** Input for this task follows **

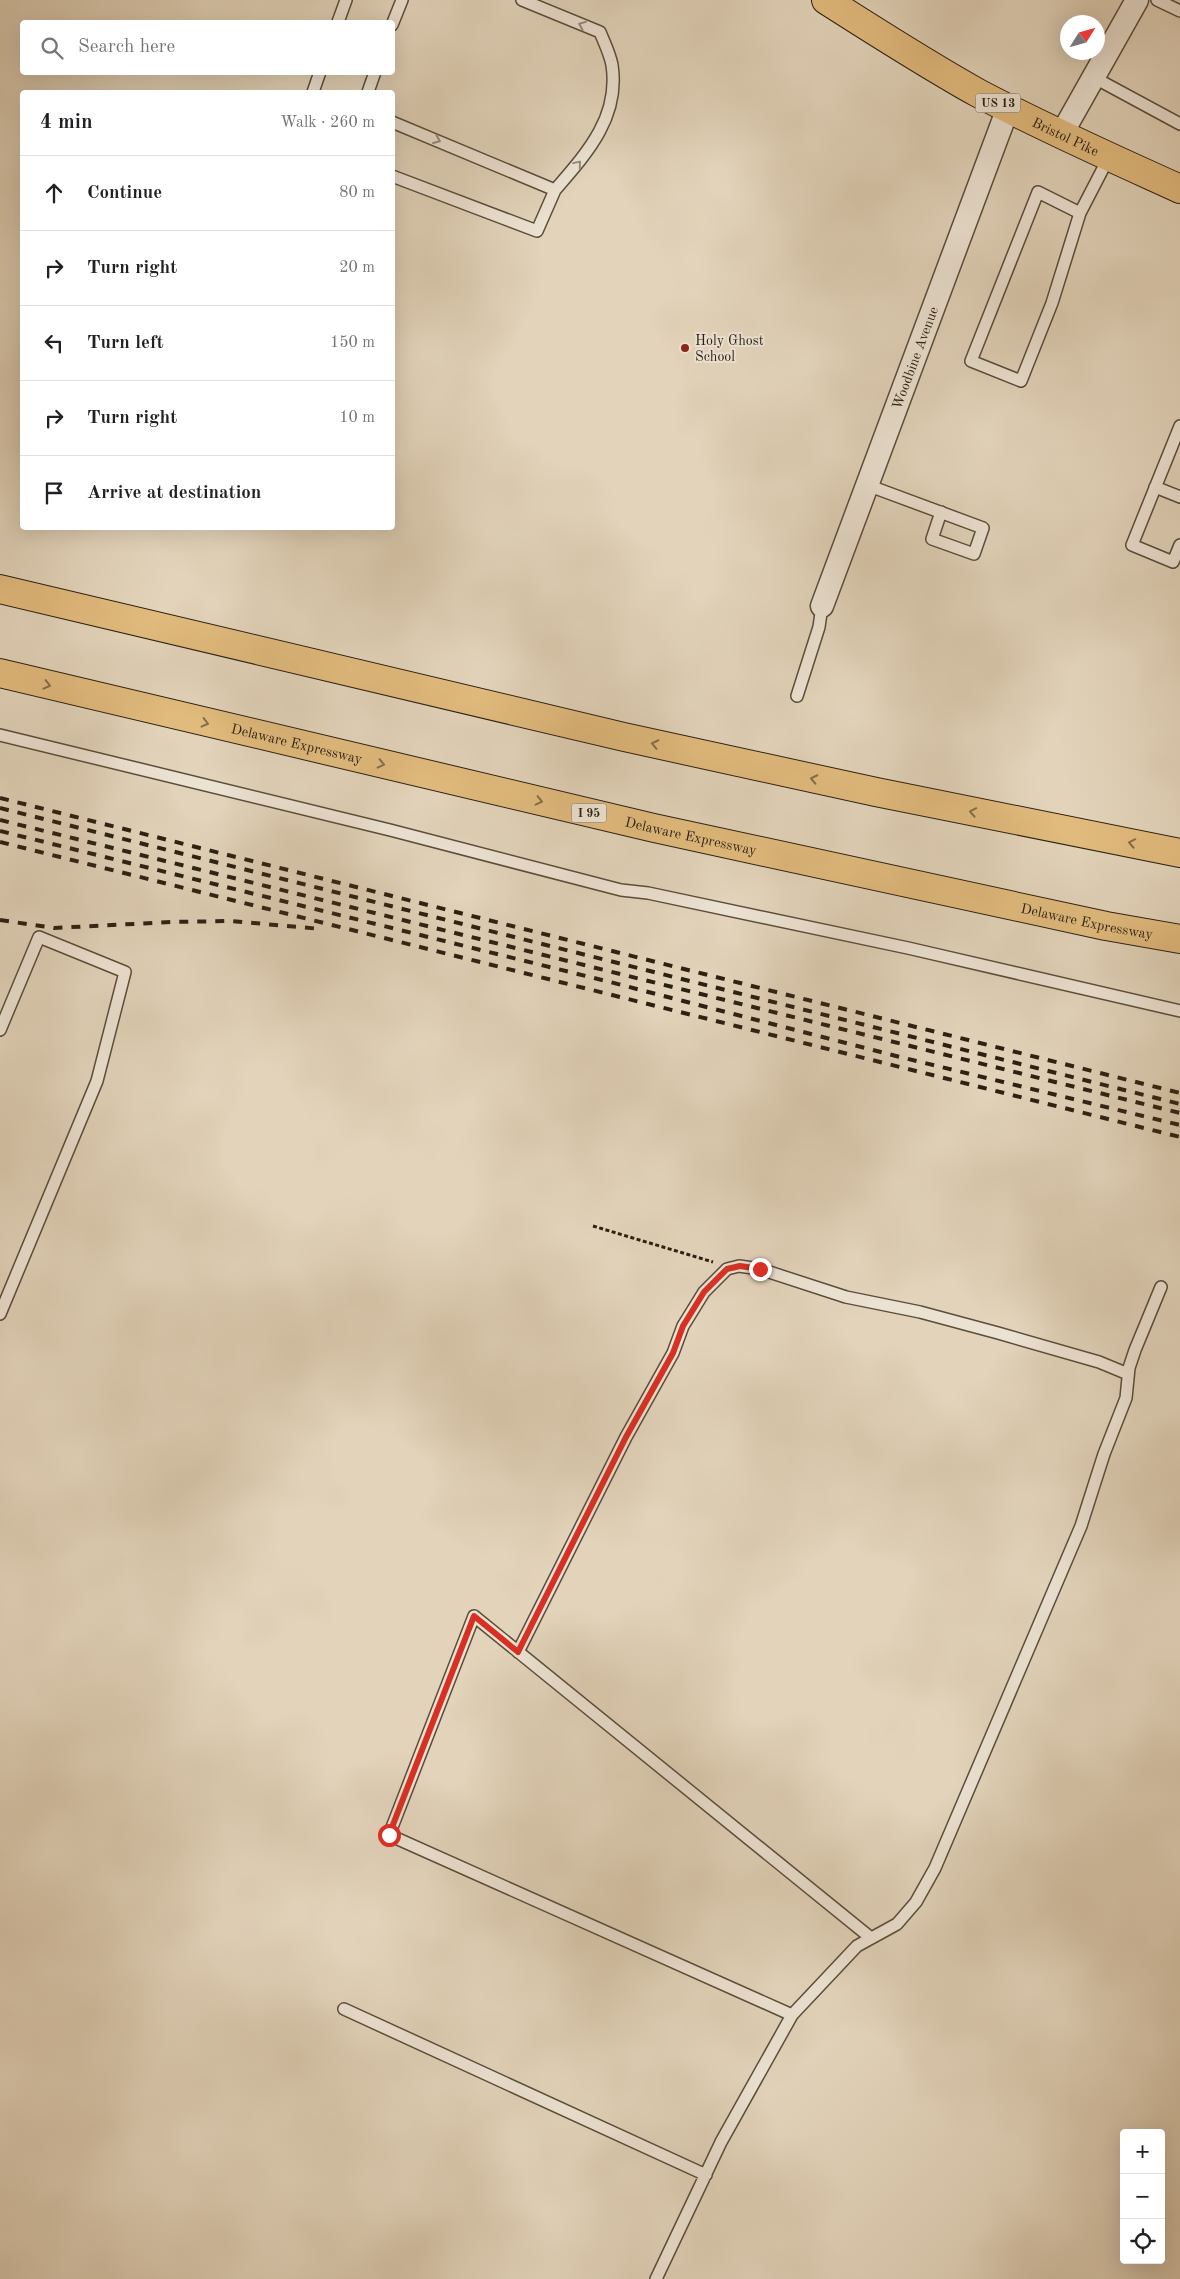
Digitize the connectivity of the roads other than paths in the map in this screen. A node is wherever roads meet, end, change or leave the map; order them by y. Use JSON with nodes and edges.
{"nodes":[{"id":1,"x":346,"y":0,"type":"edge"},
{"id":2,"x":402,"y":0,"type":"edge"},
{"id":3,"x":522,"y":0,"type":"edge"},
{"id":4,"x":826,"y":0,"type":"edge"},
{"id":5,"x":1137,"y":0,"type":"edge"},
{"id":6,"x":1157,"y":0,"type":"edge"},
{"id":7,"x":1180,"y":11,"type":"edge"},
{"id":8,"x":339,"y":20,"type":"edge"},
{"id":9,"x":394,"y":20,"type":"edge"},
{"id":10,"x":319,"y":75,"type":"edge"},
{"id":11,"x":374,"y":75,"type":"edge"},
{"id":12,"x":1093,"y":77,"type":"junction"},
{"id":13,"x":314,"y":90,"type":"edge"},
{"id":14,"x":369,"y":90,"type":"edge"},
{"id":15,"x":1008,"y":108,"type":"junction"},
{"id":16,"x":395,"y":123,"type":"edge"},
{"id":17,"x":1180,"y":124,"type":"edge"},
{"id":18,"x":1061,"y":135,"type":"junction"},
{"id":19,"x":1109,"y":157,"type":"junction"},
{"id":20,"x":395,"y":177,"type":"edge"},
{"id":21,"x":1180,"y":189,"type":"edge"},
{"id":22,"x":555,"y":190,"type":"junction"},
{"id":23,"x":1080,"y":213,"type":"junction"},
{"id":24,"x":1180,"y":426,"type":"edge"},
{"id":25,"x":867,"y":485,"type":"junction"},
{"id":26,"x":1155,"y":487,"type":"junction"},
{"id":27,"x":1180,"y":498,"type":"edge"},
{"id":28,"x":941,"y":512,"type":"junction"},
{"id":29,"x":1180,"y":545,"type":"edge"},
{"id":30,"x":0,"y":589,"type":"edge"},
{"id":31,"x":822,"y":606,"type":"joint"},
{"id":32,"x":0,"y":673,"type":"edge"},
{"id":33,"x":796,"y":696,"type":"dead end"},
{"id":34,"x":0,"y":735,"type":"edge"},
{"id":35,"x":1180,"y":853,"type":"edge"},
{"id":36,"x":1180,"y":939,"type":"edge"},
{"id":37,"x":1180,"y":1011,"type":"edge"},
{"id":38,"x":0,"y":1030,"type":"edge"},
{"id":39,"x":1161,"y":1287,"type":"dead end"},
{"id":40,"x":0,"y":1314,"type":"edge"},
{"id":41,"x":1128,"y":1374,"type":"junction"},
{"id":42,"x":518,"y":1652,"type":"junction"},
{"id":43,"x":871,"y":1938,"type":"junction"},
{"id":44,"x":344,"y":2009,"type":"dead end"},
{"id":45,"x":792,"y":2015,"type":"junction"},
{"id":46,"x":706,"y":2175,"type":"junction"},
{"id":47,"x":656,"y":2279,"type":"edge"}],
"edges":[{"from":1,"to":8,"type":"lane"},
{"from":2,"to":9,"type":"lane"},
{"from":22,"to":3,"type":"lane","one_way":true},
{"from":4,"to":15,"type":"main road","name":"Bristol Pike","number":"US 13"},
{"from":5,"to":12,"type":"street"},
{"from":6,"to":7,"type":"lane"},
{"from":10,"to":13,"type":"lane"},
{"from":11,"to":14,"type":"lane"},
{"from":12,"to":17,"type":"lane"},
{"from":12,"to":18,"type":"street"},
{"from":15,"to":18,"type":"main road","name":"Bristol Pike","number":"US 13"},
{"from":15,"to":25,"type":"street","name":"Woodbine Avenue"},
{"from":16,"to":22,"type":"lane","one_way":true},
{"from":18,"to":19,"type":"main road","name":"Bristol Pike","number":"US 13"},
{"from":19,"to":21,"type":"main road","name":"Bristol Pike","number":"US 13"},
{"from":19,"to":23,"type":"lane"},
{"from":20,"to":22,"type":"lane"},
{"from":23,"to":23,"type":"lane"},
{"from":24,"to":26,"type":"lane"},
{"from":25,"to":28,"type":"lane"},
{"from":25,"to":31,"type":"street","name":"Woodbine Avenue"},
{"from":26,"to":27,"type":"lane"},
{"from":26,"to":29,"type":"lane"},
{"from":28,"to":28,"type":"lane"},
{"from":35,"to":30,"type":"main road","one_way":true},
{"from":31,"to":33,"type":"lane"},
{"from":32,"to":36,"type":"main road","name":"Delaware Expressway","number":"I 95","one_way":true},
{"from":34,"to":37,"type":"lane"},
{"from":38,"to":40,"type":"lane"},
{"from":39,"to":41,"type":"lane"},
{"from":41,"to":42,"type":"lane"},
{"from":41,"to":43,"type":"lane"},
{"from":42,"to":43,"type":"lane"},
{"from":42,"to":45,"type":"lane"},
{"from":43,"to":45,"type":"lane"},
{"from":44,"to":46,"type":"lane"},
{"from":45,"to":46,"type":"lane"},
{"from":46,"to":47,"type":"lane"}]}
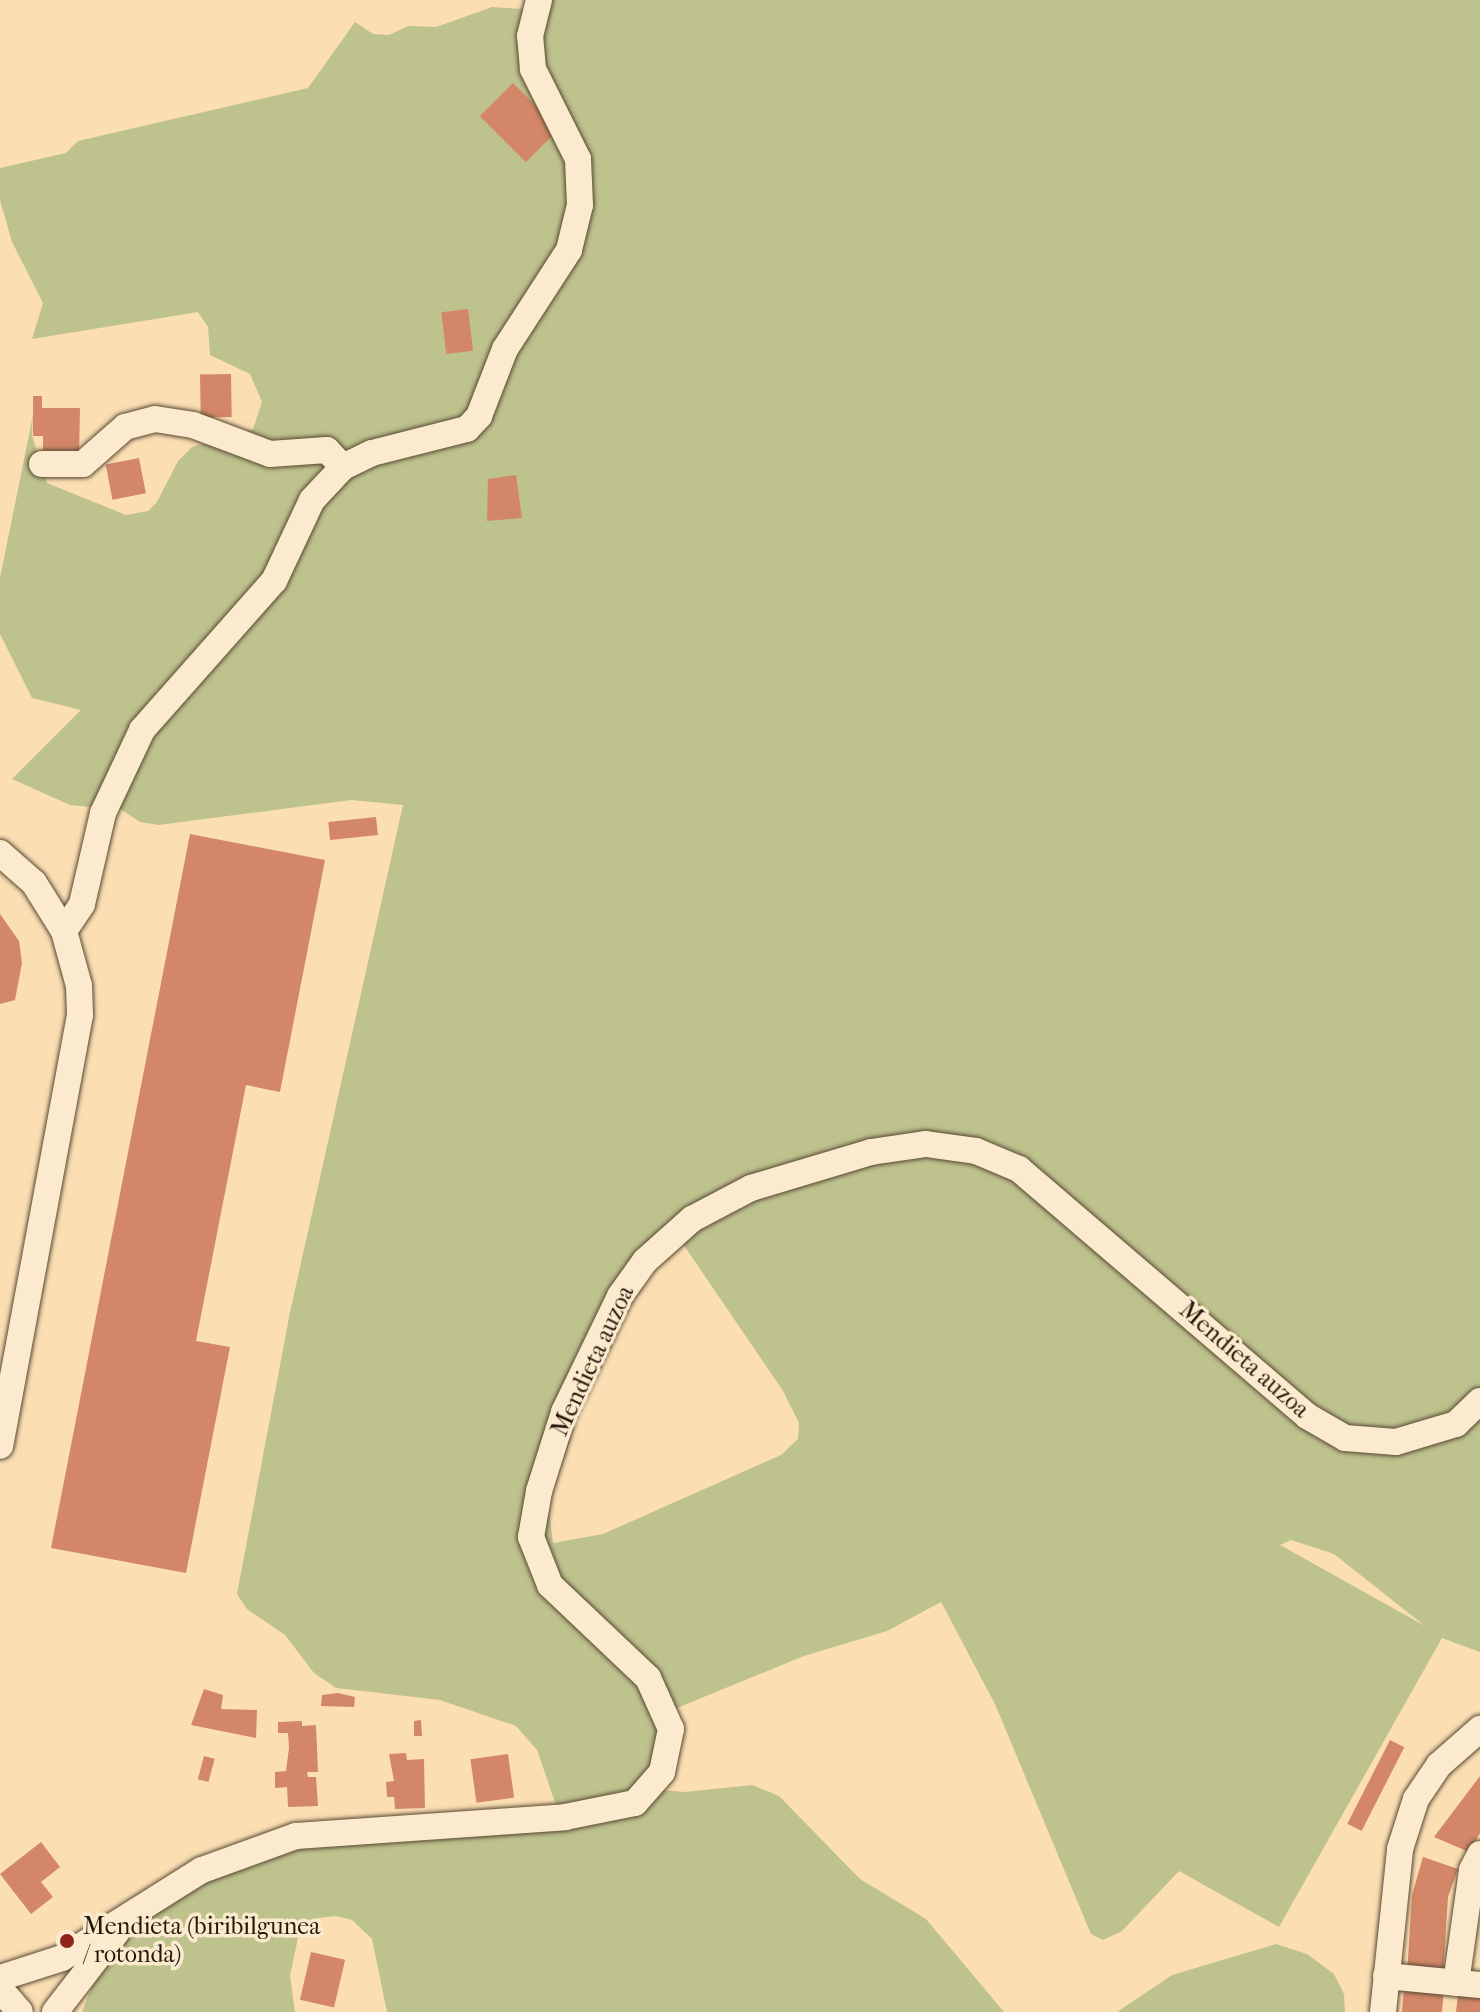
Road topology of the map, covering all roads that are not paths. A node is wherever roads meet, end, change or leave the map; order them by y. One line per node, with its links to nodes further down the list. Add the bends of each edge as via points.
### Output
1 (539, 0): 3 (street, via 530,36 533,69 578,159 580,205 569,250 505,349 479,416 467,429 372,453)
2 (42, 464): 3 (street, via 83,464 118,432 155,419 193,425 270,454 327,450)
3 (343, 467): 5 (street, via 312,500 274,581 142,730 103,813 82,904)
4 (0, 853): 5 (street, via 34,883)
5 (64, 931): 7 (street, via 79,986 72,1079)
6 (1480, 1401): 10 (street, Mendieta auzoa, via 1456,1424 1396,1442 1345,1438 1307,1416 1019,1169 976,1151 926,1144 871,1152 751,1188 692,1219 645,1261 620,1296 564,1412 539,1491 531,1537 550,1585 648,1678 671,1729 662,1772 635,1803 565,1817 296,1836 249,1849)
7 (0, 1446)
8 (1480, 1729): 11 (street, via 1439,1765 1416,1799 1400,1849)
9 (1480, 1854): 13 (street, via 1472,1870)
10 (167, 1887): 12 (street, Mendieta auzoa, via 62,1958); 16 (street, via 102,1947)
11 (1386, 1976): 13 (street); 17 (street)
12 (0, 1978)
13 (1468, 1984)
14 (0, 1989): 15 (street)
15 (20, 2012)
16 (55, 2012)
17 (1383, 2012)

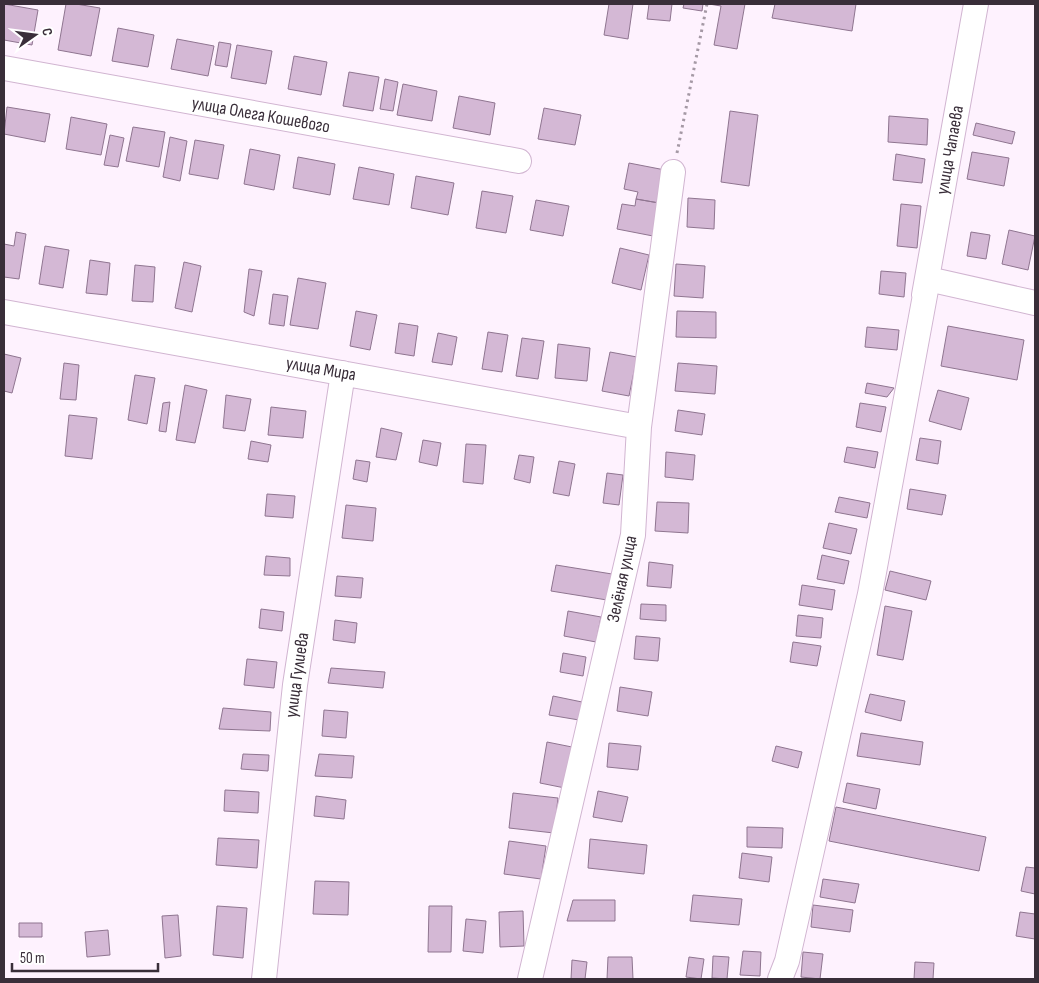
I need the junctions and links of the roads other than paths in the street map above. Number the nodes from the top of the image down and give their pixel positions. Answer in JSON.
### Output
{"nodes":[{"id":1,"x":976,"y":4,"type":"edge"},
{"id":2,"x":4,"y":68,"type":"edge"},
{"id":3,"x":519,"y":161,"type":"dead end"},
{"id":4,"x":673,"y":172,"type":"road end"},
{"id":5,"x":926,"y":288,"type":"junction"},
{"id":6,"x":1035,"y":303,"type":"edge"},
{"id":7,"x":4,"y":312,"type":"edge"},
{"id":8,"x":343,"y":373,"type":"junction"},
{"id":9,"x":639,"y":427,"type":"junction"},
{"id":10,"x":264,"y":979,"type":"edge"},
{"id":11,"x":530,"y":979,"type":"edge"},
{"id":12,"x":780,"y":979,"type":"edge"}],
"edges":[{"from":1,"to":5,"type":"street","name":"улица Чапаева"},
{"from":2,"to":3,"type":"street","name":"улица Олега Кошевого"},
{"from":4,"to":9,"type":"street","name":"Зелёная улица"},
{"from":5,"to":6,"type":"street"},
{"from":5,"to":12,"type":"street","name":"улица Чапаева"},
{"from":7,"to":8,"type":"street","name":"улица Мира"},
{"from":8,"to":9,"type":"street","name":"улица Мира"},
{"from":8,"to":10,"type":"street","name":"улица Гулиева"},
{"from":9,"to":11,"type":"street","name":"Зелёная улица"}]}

** End of Input for this task **

Which lines of the listing above hold the word "Чапаева"? Copy each of them.

Reply to the task:
"edges":[{"from":1,"to":5,"type":"street","name":"улица Чапаева"},
{"from":5,"to":12,"type":"street","name":"улица Чапаева"},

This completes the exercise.